Output every record precisely.

Saved data entries:
○ ○ ○ ○ ○ ○ ○
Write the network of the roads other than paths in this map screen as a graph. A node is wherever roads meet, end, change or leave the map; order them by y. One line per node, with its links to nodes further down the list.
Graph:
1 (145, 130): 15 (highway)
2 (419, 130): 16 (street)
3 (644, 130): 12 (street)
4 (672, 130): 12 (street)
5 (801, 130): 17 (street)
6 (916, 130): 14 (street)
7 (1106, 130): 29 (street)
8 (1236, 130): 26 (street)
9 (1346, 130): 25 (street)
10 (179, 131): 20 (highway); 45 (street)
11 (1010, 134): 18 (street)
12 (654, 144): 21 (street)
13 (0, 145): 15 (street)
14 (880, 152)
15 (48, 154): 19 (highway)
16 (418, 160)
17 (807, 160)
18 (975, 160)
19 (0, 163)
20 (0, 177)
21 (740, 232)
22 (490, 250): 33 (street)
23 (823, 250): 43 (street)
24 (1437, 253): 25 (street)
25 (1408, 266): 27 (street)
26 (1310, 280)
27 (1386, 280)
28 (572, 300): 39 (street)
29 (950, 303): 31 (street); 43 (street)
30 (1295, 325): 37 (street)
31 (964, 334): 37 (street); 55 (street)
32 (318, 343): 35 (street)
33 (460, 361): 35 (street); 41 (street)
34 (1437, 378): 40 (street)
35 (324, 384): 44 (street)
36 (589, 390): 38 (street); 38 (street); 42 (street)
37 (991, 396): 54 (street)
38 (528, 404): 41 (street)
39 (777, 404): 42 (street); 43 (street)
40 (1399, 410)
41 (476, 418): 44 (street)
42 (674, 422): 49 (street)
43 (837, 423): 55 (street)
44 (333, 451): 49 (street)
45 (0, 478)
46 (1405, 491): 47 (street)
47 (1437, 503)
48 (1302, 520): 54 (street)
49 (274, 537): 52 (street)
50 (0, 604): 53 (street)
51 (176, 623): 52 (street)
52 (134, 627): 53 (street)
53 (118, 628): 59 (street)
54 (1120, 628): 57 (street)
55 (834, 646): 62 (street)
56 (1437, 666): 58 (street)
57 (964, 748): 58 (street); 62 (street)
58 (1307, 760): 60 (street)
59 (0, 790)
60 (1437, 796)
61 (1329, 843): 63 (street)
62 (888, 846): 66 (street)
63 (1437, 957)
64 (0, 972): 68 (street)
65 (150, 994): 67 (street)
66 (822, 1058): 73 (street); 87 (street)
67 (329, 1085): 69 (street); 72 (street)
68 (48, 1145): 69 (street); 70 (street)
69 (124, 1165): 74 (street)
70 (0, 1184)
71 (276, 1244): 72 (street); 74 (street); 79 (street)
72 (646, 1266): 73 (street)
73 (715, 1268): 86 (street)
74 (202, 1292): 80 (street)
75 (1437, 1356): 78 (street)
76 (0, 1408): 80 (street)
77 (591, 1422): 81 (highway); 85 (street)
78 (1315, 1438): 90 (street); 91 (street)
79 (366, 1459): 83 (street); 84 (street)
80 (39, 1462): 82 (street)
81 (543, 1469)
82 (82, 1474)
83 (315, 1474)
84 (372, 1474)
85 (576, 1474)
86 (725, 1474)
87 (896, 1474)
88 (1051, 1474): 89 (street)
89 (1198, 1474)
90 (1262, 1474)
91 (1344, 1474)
○ ○ ○ ○ ○ ○ ○
Answer space:
Write the network of the roads other than paths in this map screen as a graph. A node is wherever roads meet, end, change or leave the map; order them by y. One line per node, with its links to nodes further down the list.
Graph:
1 (145, 130): 15 (highway)
2 (419, 130): 16 (street)
3 (644, 130): 12 (street)
4 (672, 130): 12 (street)
5 (801, 130): 17 (street)
6 (916, 130): 14 (street)
7 (1106, 130): 29 (street)
8 (1236, 130): 26 (street)
9 (1346, 130): 25 (street)
10 (179, 131): 20 (highway); 45 (street)
11 (1010, 134): 18 (street)
12 (654, 144): 21 (street)
13 (0, 145): 15 (street)
14 (880, 152)
15 (48, 154): 19 (highway)
16 (418, 160)
17 (807, 160)
18 (975, 160)
19 (0, 163)
20 (0, 177)
21 (740, 232)
22 (490, 250): 33 (street)
23 (823, 250): 43 (street)
24 (1437, 253): 25 (street)
25 (1408, 266): 27 (street)
26 (1310, 280)
27 (1386, 280)
28 (572, 300): 39 (street)
29 (950, 303): 31 (street); 43 (street)
30 (1295, 325): 37 (street)
31 (964, 334): 37 (street); 55 (street)
32 (318, 343): 35 (street)
33 (460, 361): 35 (street); 41 (street)
34 (1437, 378): 40 (street)
35 (324, 384): 44 (street)
36 (589, 390): 38 (street); 38 (street); 42 (street)
37 (991, 396): 54 (street)
38 (528, 404): 41 (street)
39 (777, 404): 42 (street); 43 (street)
40 (1399, 410)
41 (476, 418): 44 (street)
42 (674, 422): 49 (street)
43 (837, 423): 55 (street)
44 (333, 451): 49 (street)
45 (0, 478)
46 (1405, 491): 47 (street)
47 (1437, 503)
48 (1302, 520): 54 (street)
49 (274, 537): 52 (street)
50 (0, 604): 53 (street)
51 (176, 623): 52 (street)
52 (134, 627): 53 (street)
53 (118, 628): 59 (street)
54 (1120, 628): 57 (street)
55 (834, 646): 62 (street)
56 (1437, 666): 58 (street)
57 (964, 748): 58 (street); 62 (street)
58 (1307, 760): 60 (street)
59 (0, 790)
60 (1437, 796)
61 (1329, 843): 63 (street)
62 (888, 846): 66 (street)
63 (1437, 957)
64 (0, 972): 68 (street)
65 (150, 994): 67 (street)
66 (822, 1058): 73 (street); 87 (street)
67 (329, 1085): 69 (street); 72 (street)
68 (48, 1145): 69 (street); 70 (street)
69 (124, 1165): 74 (street)
70 (0, 1184)
71 (276, 1244): 72 (street); 74 (street); 79 (street)
72 (646, 1266): 73 (street)
73 (715, 1268): 86 (street)
74 (202, 1292): 80 (street)
75 (1437, 1356): 78 (street)
76 (0, 1408): 80 (street)
77 (591, 1422): 81 (highway); 85 (street)
78 (1315, 1438): 90 (street); 91 (street)
79 (366, 1459): 83 (street); 84 (street)
80 (39, 1462): 82 (street)
81 (543, 1469)
82 (82, 1474)
83 (315, 1474)
84 (372, 1474)
85 (576, 1474)
86 (725, 1474)
87 (896, 1474)
88 (1051, 1474): 89 (street)
89 (1198, 1474)
90 (1262, 1474)
91 (1344, 1474)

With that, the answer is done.